Modi celebrates the role of his karyakartas, and their purusharth (hard work): “BJP’s win in Gujarat is not a victory of one person but the victory of lakhs of karyakartas, a victory of BJP’s ideology, the faith of the people in the party’s political culture, the guidance of senior leaders and the victory of the people”. Like a cricket commentary, the news of BJP’s success has spread far and wide, he says.
The karyakartas are critical subjects in Modi’s language. He expresses his continuing debt to them. They are the committed workers of his political project. They are his political collective. The karyakartas, as a mobilising force, are urged to take on the task of translating his ideology into action.
Modi says, “Whenever we have got a chance to serve, we have given something to the nation”. Though not totally linear, his speech focuses on development in Gujarat. The Gujarat that Modi invokes is a Gujarat of “asha” (hope). If there’s hope, there’s trust (vishvas), he emphasises. That’s not enough. He asks his “people” to nurture an aspiration (armaan). Using a popular idiom, Modi asks them to think big, and to move forward. The notion of aspiration and good governance shapes his vision of India. But his idiom is local.
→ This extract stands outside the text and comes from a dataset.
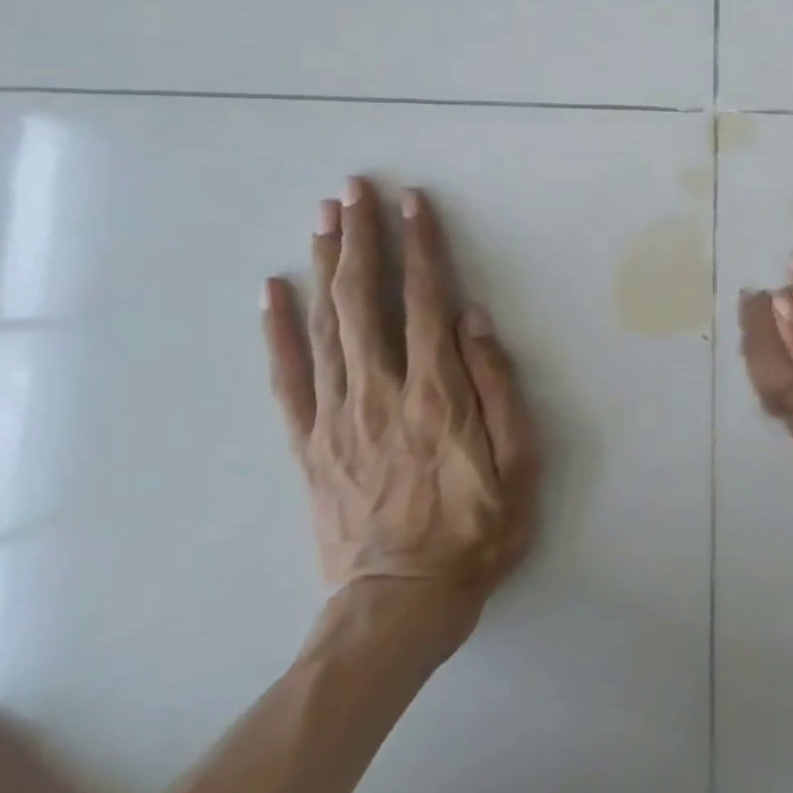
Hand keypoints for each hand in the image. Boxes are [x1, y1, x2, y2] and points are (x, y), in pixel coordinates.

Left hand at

Modi’s language tries to forge a connection with “people”, and he sees himself as a “facilitator”, a “catalytic agent” to help them imagine a new and clean India. Almost enacting a commercial Hindi film dialogue, he says, “BJP is with a mission, [pause] Congress is for commission”.
Stereotypes and Repetitions
Modi speaks of the need to develop India on the model of jan bhagidari, that is through people’s participation. His commitment to “development in Gujarat” is conveyed via his different programmes. He says that when he became the chief minister in 2001, the state had a revenue deficit of Rs 6,700 crore, while today the state has a surplus of Rs. 400 crore. He says that both ends have been met: power companies are making profits and people are getting electricity.
The trope of darkness replaced by light is an essential component of Modi’s emotionally-charged narrative, a trope which ensures deliverance from the Congress rule and a march towards development. Raat itni lambi hogi, andhera itna kada hoga (the night would be so long, darkness would be so harsh). Remembering two of his heroes, Deen Dayal Upadhyaya and Vivekananda, Modi says, “Even if darkness is all around, what prevents us from lighting the lamp? Come, let us set forth from here and light the lamp with the lotus, spreading the brightness of development”.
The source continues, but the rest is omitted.